Natural vs. Stimulated IUI: Is the Extra Cost Worth It?
A natural cycle IUI (no medications) is the cheapest option — roughly $650–$1,500 all-in. But success rates are lower.
Adding oral medications like Clomid (clomiphene) or Letrozole (femara) costs very little — $30–$100 for the prescription — and typically increases the number of eggs released to 1–2, modestly improving IUI success rates. Most REs use Letrozole first because it’s better tolerated and produces more favorable endometrial lining.
Injectable gonadotropins produce more follicles (2–4 typically) and higher success rates, but dramatically increase cost ($1,500–$3,000 in medications alone) and risk of twins or higher-order multiples. This approach is less common for routine IUI.
With ovarian stimulation and IUI, the risk of twins is real. Injectable IUI cycles have twin rates of 15–25% compared to roughly 1–2% with natural conception. Twins carry significantly higher risks for both mother and babies, including preterm birth and NICU stays. Discuss multiples risk with your RE before agreeing to an aggressive stimulation protocol.
Using Donor Sperm for IUI
If you’re using donor sperm — for a single parent by choice, same-sex couple, or severe male factor — add the cost of sperm purchase and storage.
Donor sperm from a licensed sperm bank costs $500–$1,200 per vial (IUI-ready washed specimens). Most banks recommend purchasing 2 vials for a cycle as backup. With storage and shipping, plan on $1,200–$2,500 per cycle in sperm costs before the IUI procedure itself.
Leading sperm banks include California Cryobank, Fairfax Cryobank, Seattle Sperm Bank, and GIVF. Pricing, donor selection, and sperm quality vary between banks.
Does Insurance Cover IUI?
In states with fertility insurance mandates, IUI is often among the first covered treatments. It’s considered a “less invasive” option, and many state laws require coverage of IUI before or alongside IVF requirements.
Even without a state mandate, some employer plans cover diagnostic procedures and IUI — particularly for documented male factor infertility. Call your insurance’s fertility case management line and specifically ask: “Does my plan cover intrauterine insemination? If so, how many cycles and what’s my cost-sharing?”
IUI vs. IVF: The Cost-Effectiveness Question
If IUI has a 15% success rate per cycle and IVF has a 45% success rate per cycle (for under-35 women), how do you compare value?
A rough calculation: three IUI cycles at $1,500 each = $4,500 for roughly a 40–45% cumulative chance of pregnancy. One IVF cycle at $18,000 = a 45–50% chance in one attempt.
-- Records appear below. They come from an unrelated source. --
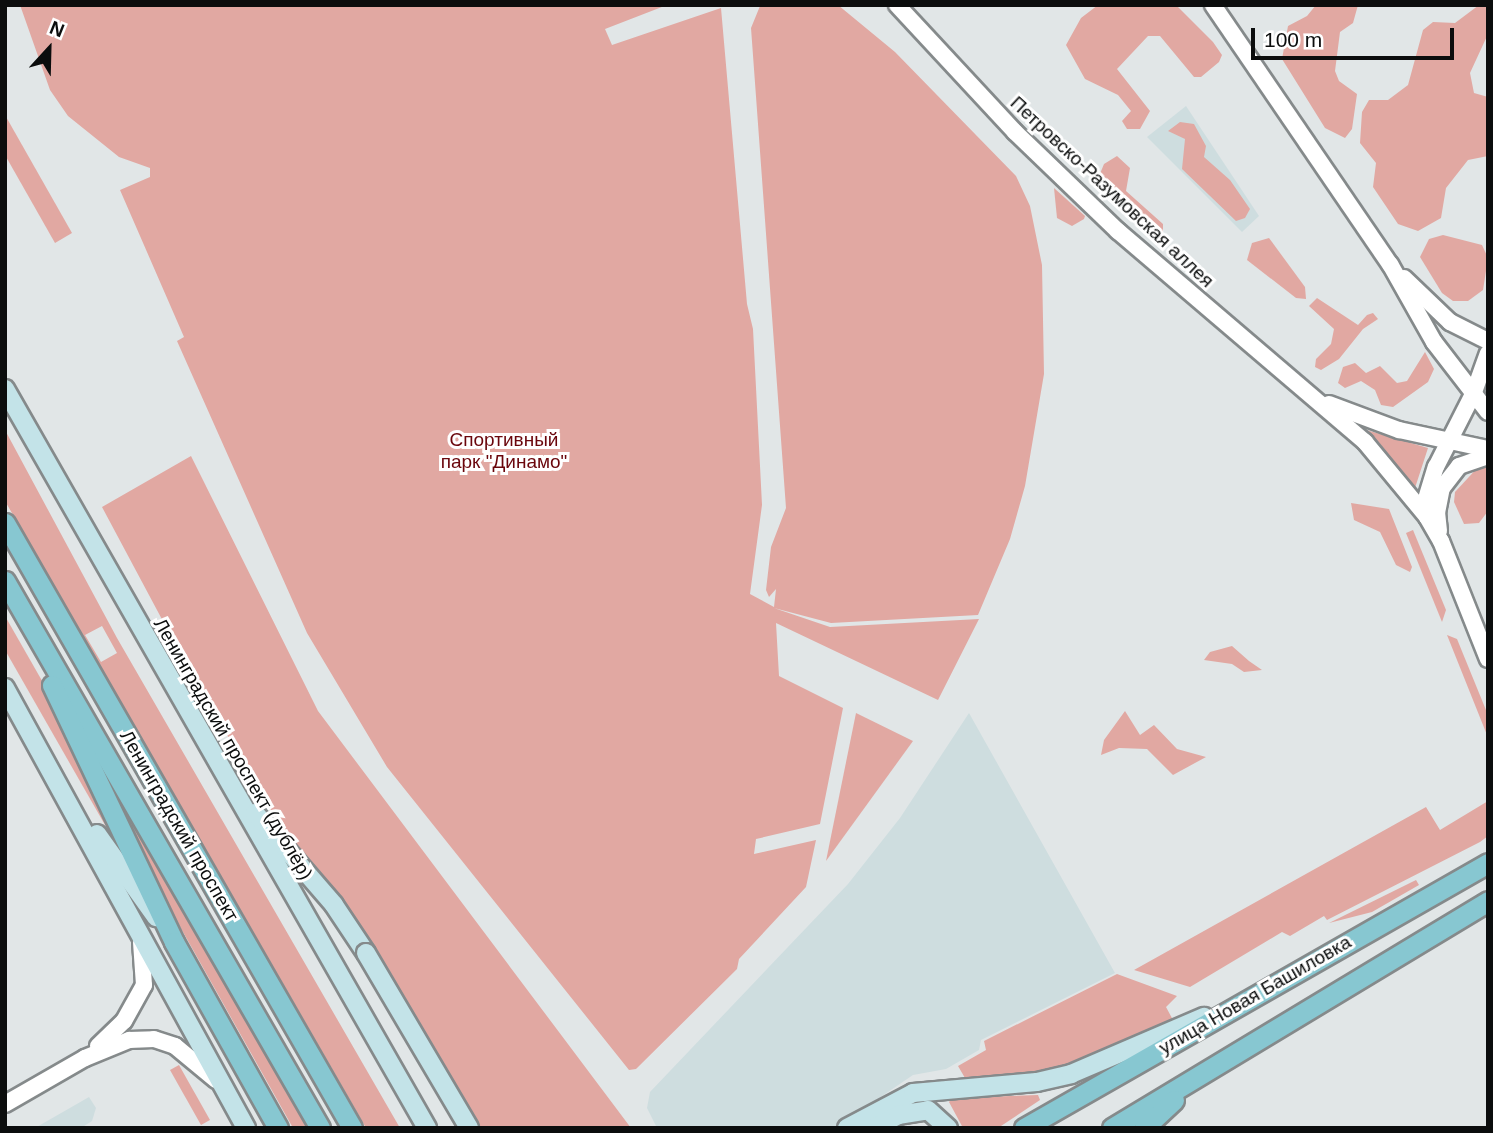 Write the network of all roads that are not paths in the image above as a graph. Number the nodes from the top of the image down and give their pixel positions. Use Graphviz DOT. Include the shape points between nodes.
graph roads {
  1 [pos="897,5"];
  2 [pos="1213,5"];
  3 [pos="1390,264"];
  4 [pos="1488,341"];
  5 [pos="1488,353"];
  6 [pos="5,389"];
  7 [pos="1474,392"];
  8 [pos="1311,396"];
  9 [pos="1488,412"];
  10 [pos="1450,441"];
  11 [pos="1488,449"];
  12 [pos="1488,456"];
  13 [pos="1427,517"];
  14 [pos="5,523"];
  15 [pos="1441,541"];
  16 [pos="9,587"];
  17 [pos="1488,659"];
  18 [pos="5,688"];
  19 [pos="47,762"];
  20 [pos="222,774"];
  21 [pos="1488,863"];
  22 [pos="1488,901"];
  23 [pos="132,917"];
  24 [pos="174,942"];
  25 [pos="1245,999"];
  26 [pos="1233,1054"];
  27 [pos="85,1058"];
  28 [pos="226,1092"];
  29 [pos="5,1104"];
  30 [pos="246,1128"];
  31 [pos="278,1128"];
  32 [pos="320,1128"];
  33 [pos="352,1128"];
  34 [pos="427,1128"];
  35 [pos="469,1128"];
  36 [pos="847,1128"];
  37 [pos="874,1128"];
  38 [pos="947,1128"];
  39 [pos="1024,1128"];
  40 [pos="1112,1128"];
  41 [pos="1144,1128"];
  1 -- 8 [label="street, Петровско-Разумовская аллея" via="1015,132 1118,232"];
  2 -- 3 [label="street"];
  3 -- 4 [label="street" via="1450,321"];
  3 -- 7 [label="street" via="1434,342"];
  5 -- 7 [label="street"];
  6 -- 20 [label="main road, Ленинградский проспект (дублёр)"];
  7 -- 9 [label="street"];
  7 -- 10 [label="street"];
  8 -- 10 [label="street, Петровско-Разумовская аллея" via="1385,426"];
  8 -- 13 [label="street, Петровско-Разумовская аллея" via="1365,442"];
  10 -- 11 [label="street, Петровско-Разумовская аллея"];
  10 -- 13 [label="street" via="1429,488"];
  12 -- 15 [label="street, Петровско-Разумовская аллея" via="1459,466 1442,488 1437,513"];
  13 -- 15 [label="street, Петровско-Разумовская аллея"];
  14 -- 33 [label="main road, Ленинградский проспект"];
  15 -- 17 [label="street, Петровско-Разумовская аллея"];
  16 -- 24 [label="main road" via="34,650"];
  16 -- 32 [label="main road, Ленинградский проспект"];
  18 -- 19 [label="main road"];
  19 -- 23 [label="main road"];
  19 -- 24 [label="main road"];
  20 -- 34 [label="main road, Ленинградский проспект (дублёр)"];
  20 -- 35 [label="main road, bridge" via="334,905"];
  21 -- 25 [label="main road, улица Новая Башиловка"];
  22 -- 26 [label="main road, улица Новая Башиловка"];
  23 -- 27 [label="street" via="143,952 145,985 124,1021"];
  23 -- 28 [label="main road"];
  24 -- 31 [label="main road"];
  25 -- 36 [label="main road" via="1071,1074 1037,1082 913,1093"];
  25 -- 39 [label="main road, улица Новая Башиловка"];
  26 -- 40 [label="main road, улица Новая Башиловка"];
  26 -- 41 [label="main road"];
  27 -- 28 [label="street" via="129,1040 154,1039 194,1058"];
  27 -- 29 [label="street"];
  28 -- 30 [label="main road"];
  37 -- 38 [label="main road" via="920,1110 939,1115"];
} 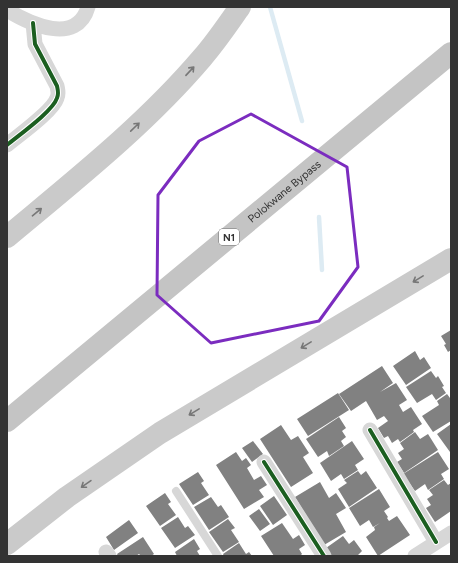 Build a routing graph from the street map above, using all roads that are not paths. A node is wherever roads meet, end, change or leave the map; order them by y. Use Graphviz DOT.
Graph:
graph roads {
  1 [pos="88,7"];
  2 [pos="240,7"];
  3 [pos="7,10"];
  4 [pos="34,23"];
  5 [pos="451,53"];
  6 [pos="7,145"];
  7 [pos="7,237"];
  8 [pos="451,259"];
  9 [pos="7,421"];
  10 [pos="370,430"];
  11 [pos="264,462"];
  12 [pos="176,491"];
  13 [pos="451,533"];
  14 [pos="436,542"];
  15 [pos="7,544"];
  16 [pos="218,556"];
  17 [pos="324,556"];
  18 [pos="415,556"];
  1 -- 4 [label="street"];
  7 -- 2 [label="main road, one-way"];
  3 -- 4 [label="street"];
  4 -- 6 [label="street"];
  5 -- 9 [label="highway, Polokwane Bypass / N1"];
  8 -- 15 [label="main road, one-way"];
  10 -- 14 [label="street"];
  11 -- 17 [label="street"];
  12 -- 16 [label="lane"];
  13 -- 14 [label="street"];
  14 -- 18 [label="street"];
} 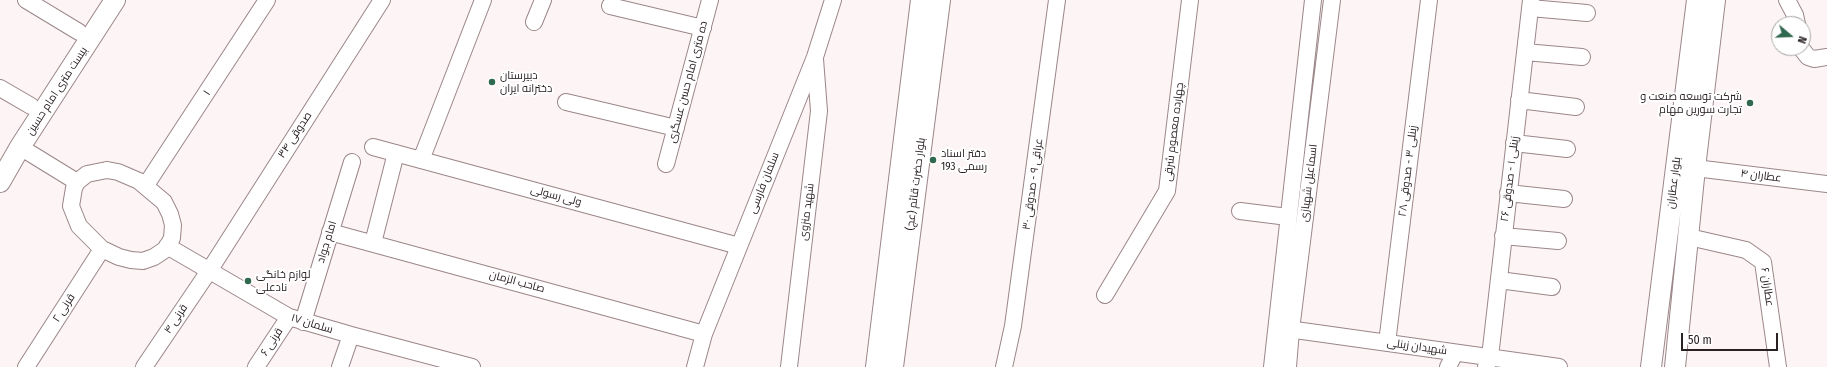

For younger women with good prognosis, starting with IUI makes economic sense. For women over 38, or those with diagnoses that make IUI unlikely to succeed, skipping to IVF may actually save money by avoiding multiple failed IUI cycles before inevitably moving on.
This is a decision worth making explicitly with your reproductive endocrinologist — not an assumption.
Success rate estimates based on SART 2022–2023 national summary data. IUI procedure costs based on national survey data from RESOLVE and ASRM.